### TASK DIRECTIONS
All the lines below need to be output exactly, apart from any images.

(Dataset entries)
◇ ◇ ◇ ◇ ◇

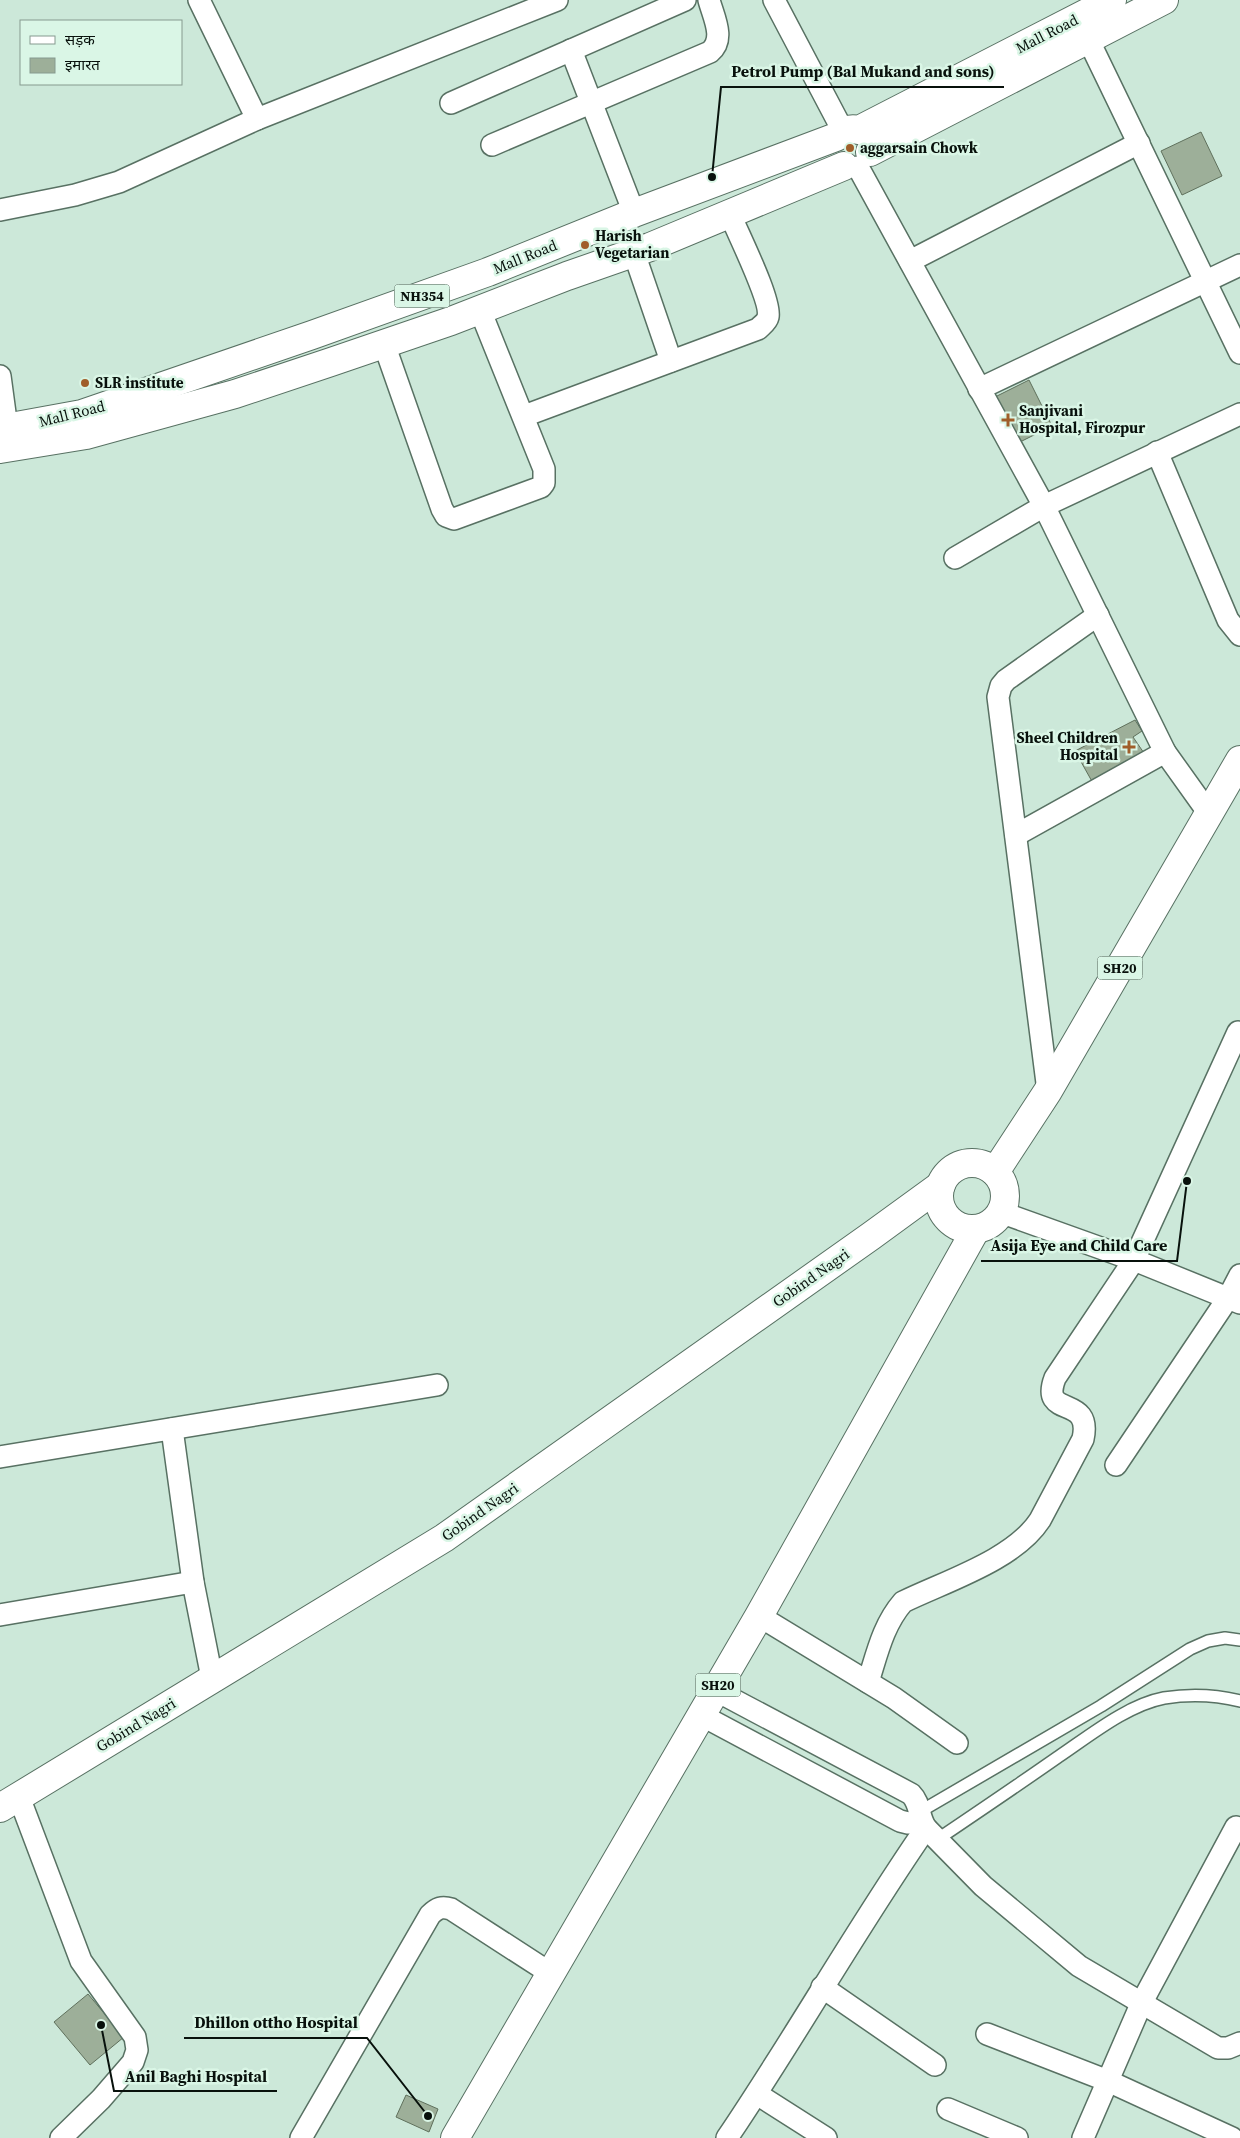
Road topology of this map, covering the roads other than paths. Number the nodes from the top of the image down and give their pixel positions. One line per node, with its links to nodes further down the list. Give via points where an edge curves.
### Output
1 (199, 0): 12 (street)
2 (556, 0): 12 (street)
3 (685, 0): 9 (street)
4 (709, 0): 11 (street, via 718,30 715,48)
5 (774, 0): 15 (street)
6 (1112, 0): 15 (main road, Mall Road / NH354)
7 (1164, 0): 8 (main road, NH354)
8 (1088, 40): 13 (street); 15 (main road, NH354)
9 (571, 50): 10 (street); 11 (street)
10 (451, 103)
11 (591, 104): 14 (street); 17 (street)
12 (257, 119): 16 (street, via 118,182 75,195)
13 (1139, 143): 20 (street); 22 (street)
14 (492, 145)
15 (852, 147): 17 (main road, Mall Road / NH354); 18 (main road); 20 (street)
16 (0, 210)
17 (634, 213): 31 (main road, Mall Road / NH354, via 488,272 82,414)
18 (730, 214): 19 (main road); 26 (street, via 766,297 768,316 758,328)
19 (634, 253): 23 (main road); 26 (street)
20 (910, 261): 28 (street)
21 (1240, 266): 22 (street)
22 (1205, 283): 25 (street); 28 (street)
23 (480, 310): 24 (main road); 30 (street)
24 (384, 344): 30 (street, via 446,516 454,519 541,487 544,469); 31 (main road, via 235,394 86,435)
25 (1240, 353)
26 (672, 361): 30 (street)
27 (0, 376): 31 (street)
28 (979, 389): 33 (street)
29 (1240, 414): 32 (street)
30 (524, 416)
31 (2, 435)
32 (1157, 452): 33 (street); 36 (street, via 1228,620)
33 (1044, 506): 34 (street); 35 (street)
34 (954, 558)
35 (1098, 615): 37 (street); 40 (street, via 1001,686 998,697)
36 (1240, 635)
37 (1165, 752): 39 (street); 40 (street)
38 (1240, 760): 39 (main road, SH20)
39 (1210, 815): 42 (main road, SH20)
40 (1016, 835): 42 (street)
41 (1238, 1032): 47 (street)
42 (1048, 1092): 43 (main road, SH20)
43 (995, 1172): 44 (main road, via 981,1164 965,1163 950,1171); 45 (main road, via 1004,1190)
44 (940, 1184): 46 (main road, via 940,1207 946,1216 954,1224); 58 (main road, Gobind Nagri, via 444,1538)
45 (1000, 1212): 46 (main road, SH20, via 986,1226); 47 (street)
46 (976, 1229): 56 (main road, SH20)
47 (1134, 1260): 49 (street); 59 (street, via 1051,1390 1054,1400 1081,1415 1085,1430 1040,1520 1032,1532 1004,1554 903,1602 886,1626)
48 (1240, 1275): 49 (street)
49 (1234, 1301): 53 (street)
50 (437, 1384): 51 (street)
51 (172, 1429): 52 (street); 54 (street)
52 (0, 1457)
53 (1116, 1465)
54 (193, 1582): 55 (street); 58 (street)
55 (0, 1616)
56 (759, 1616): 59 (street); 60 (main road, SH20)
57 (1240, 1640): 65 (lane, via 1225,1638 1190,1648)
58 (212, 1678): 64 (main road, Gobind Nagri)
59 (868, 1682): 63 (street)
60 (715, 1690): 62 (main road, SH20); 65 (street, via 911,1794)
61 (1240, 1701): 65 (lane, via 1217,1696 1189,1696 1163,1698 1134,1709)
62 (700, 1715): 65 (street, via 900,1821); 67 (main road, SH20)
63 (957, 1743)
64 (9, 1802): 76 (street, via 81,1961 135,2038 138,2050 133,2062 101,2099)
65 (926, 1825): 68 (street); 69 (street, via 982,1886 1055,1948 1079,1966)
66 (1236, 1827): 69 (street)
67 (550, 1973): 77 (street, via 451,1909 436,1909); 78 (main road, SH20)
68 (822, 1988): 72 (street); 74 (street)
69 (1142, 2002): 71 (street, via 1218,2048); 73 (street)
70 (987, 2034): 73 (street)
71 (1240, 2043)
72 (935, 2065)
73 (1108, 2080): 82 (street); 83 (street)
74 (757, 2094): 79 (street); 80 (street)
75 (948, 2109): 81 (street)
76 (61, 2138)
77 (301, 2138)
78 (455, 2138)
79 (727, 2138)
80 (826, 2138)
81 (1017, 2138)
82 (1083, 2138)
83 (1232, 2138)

◇ ◇ ◇ ◇ ◇

### OUTPUT FOR THIS TASK
Road topology of this map, covering the roads other than paths. Number the nodes from the top of the image down and give their pixel positions. One line per node, with its links to nodes further down the list. Give via points where an edge curves.
### Output
1 (199, 0): 12 (street)
2 (556, 0): 12 (street)
3 (685, 0): 9 (street)
4 (709, 0): 11 (street, via 718,30 715,48)
5 (774, 0): 15 (street)
6 (1112, 0): 15 (main road, Mall Road / NH354)
7 (1164, 0): 8 (main road, NH354)
8 (1088, 40): 13 (street); 15 (main road, NH354)
9 (571, 50): 10 (street); 11 (street)
10 (451, 103)
11 (591, 104): 14 (street); 17 (street)
12 (257, 119): 16 (street, via 118,182 75,195)
13 (1139, 143): 20 (street); 22 (street)
14 (492, 145)
15 (852, 147): 17 (main road, Mall Road / NH354); 18 (main road); 20 (street)
16 (0, 210)
17 (634, 213): 31 (main road, Mall Road / NH354, via 488,272 82,414)
18 (730, 214): 19 (main road); 26 (street, via 766,297 768,316 758,328)
19 (634, 253): 23 (main road); 26 (street)
20 (910, 261): 28 (street)
21 (1240, 266): 22 (street)
22 (1205, 283): 25 (street); 28 (street)
23 (480, 310): 24 (main road); 30 (street)
24 (384, 344): 30 (street, via 446,516 454,519 541,487 544,469); 31 (main road, via 235,394 86,435)
25 (1240, 353)
26 (672, 361): 30 (street)
27 (0, 376): 31 (street)
28 (979, 389): 33 (street)
29 (1240, 414): 32 (street)
30 (524, 416)
31 (2, 435)
32 (1157, 452): 33 (street); 36 (street, via 1228,620)
33 (1044, 506): 34 (street); 35 (street)
34 (954, 558)
35 (1098, 615): 37 (street); 40 (street, via 1001,686 998,697)
36 (1240, 635)
37 (1165, 752): 39 (street); 40 (street)
38 (1240, 760): 39 (main road, SH20)
39 (1210, 815): 42 (main road, SH20)
40 (1016, 835): 42 (street)
41 (1238, 1032): 47 (street)
42 (1048, 1092): 43 (main road, SH20)
43 (995, 1172): 44 (main road, via 981,1164 965,1163 950,1171); 45 (main road, via 1004,1190)
44 (940, 1184): 46 (main road, via 940,1207 946,1216 954,1224); 58 (main road, Gobind Nagri, via 444,1538)
45 (1000, 1212): 46 (main road, SH20, via 986,1226); 47 (street)
46 (976, 1229): 56 (main road, SH20)
47 (1134, 1260): 49 (street); 59 (street, via 1051,1390 1054,1400 1081,1415 1085,1430 1040,1520 1032,1532 1004,1554 903,1602 886,1626)
48 (1240, 1275): 49 (street)
49 (1234, 1301): 53 (street)
50 (437, 1384): 51 (street)
51 (172, 1429): 52 (street); 54 (street)
52 (0, 1457)
53 (1116, 1465)
54 (193, 1582): 55 (street); 58 (street)
55 (0, 1616)
56 (759, 1616): 59 (street); 60 (main road, SH20)
57 (1240, 1640): 65 (lane, via 1225,1638 1190,1648)
58 (212, 1678): 64 (main road, Gobind Nagri)
59 (868, 1682): 63 (street)
60 (715, 1690): 62 (main road, SH20); 65 (street, via 911,1794)
61 (1240, 1701): 65 (lane, via 1217,1696 1189,1696 1163,1698 1134,1709)
62 (700, 1715): 65 (street, via 900,1821); 67 (main road, SH20)
63 (957, 1743)
64 (9, 1802): 76 (street, via 81,1961 135,2038 138,2050 133,2062 101,2099)
65 (926, 1825): 68 (street); 69 (street, via 982,1886 1055,1948 1079,1966)
66 (1236, 1827): 69 (street)
67 (550, 1973): 77 (street, via 451,1909 436,1909); 78 (main road, SH20)
68 (822, 1988): 72 (street); 74 (street)
69 (1142, 2002): 71 (street, via 1218,2048); 73 (street)
70 (987, 2034): 73 (street)
71 (1240, 2043)
72 (935, 2065)
73 (1108, 2080): 82 (street); 83 (street)
74 (757, 2094): 79 (street); 80 (street)
75 (948, 2109): 81 (street)
76 (61, 2138)
77 (301, 2138)
78 (455, 2138)
79 (727, 2138)
80 (826, 2138)
81 (1017, 2138)
82 (1083, 2138)
83 (1232, 2138)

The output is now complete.